Aida E L’egitto Si Fa Grande!

Tita Arpesani

Quante volte sarete andati in visita nell’antico Egitto? Anch’io, vi confesso, che ho viaggiato molto intorno a quella zona, davanti ad una piramide o con lo sguardo immerso nella sabbia calda e polverosa, ho provato una strana sensazione. Mi sentivo come un’aliena, una profanatrice di antichi segreti qui custoditi e inviolati, mai compresi da quei visitatori che con cappello ed occhiali pensano di avere conoscenze necessarie per scrutare i misteri più profondi. Ma se quel mondo vi piace, dovete sapere che fra poco ci sarà una importante iniziativa che vi porterà più vicini a quelle atmosfere, più consci del loro passato e meno estranei di fronte ad esse. Infatti dal 12 al 17 ottobre 1997, nella città di Luxor, la Cairo Opera House metterà in scena la spettacolare opera di Giuseppe Verdi: l’Aida, celebrando cosi’ il 125° anniversario della prima mondiale tenutasi proprio nella capitale egiziana.

Una combinazione di storia, musica, arte, per testimoniare una delle più affascinanti culture del passato. Sarà un evento per tutti, dai grandi appassionati di storia, agli amanti delle scenografie grandiose, ai semplici curiosi. Questa nuova manifestazione è patrocinata dalla signora Suzan Moubarak, moglie del Presidente Egiziano. Sono previsti sei spettacoli, dal 12 al 17 Ottobre, quando le temperature sono ideali per le rappresentazioni all’aperto. Uno stadio appositamente costruito di 5.000 posti darà la possibilità quindi a moltissimi spettatori di seguire l’evento coccolati dall’ambiente circostante. L’auditorio sarà appositamente costruito sullo sfondo dell’antico tempio della Regina Hatshepsout, imprigionato dalla roccia ed in armonia con l’ambiente circostante.

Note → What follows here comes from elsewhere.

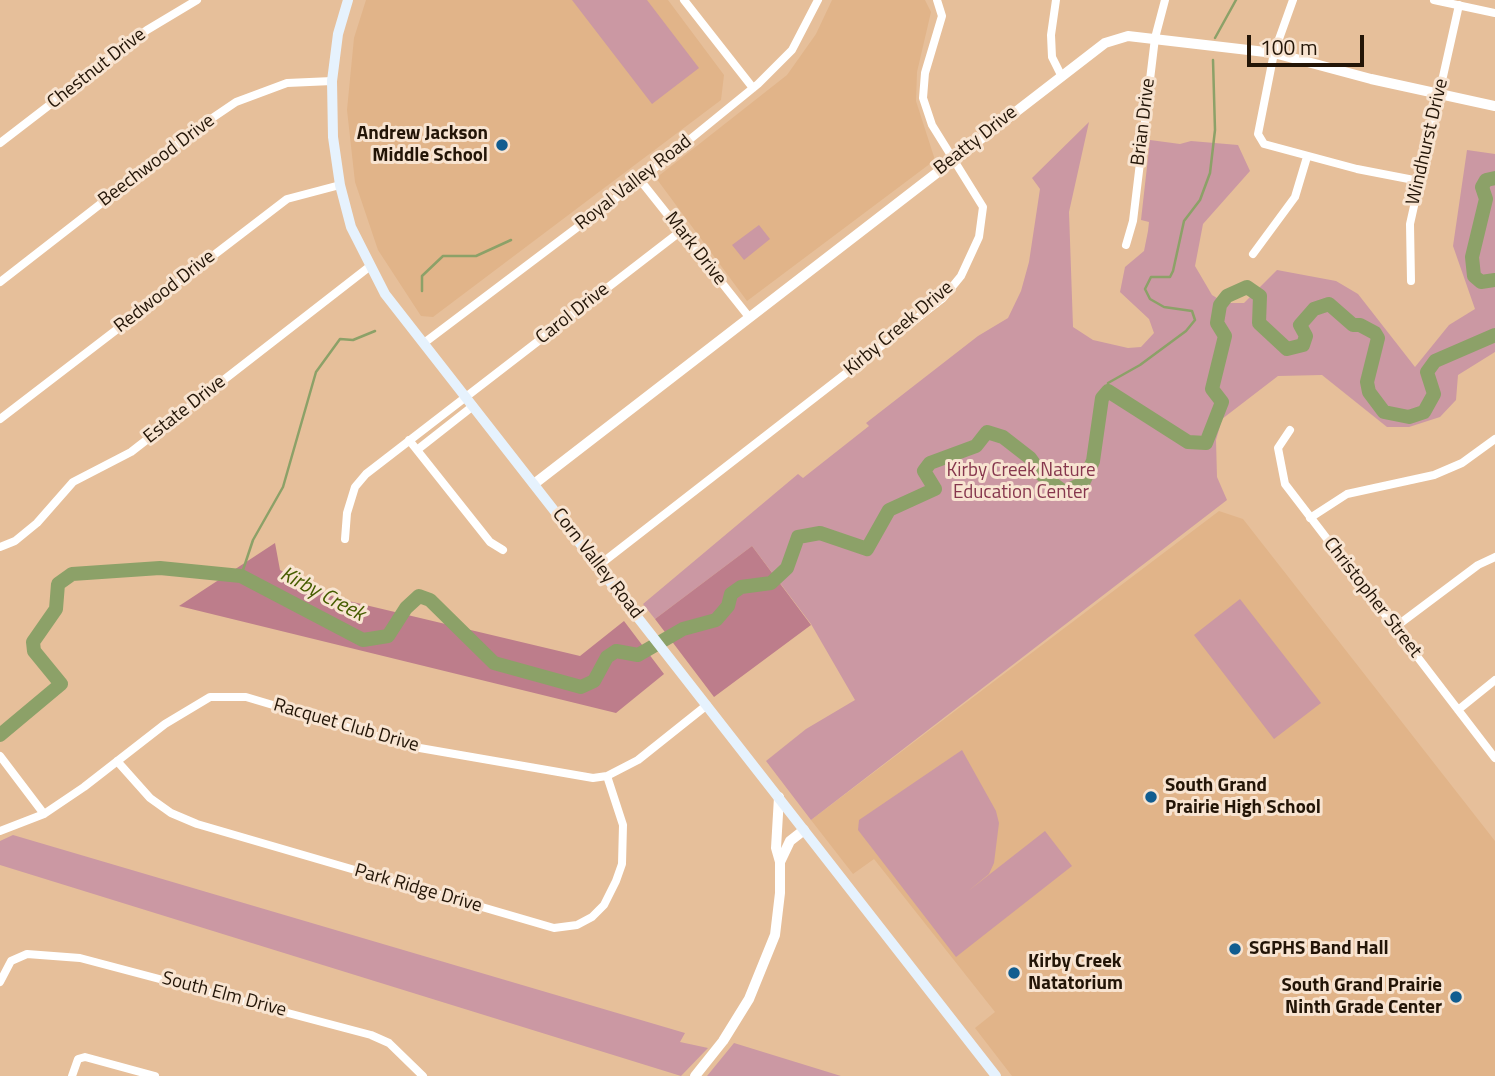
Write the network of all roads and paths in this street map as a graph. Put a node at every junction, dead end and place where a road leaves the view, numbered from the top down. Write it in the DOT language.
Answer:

Si tratta di un monumento funebre ad uno dei più straordinari sovrani vissuto nella seconda metà del diciannovesimo secolo chiamato poi “Splendore degli Splendori”. Hatshepsout fu la sola sovrana d’Egitto ad assumere il titolo di “Faraone”. Dal 1997, squadre italiane e polacche lavorano per rinnovare e ricostruire questo tempio.

Per quanto riguarda l’Opera Verdiana, la storia dell’amore tragico tra Aida, schiava etiope e Radames, capo delle armate egiziane, riscuote da sempre un enorme successo.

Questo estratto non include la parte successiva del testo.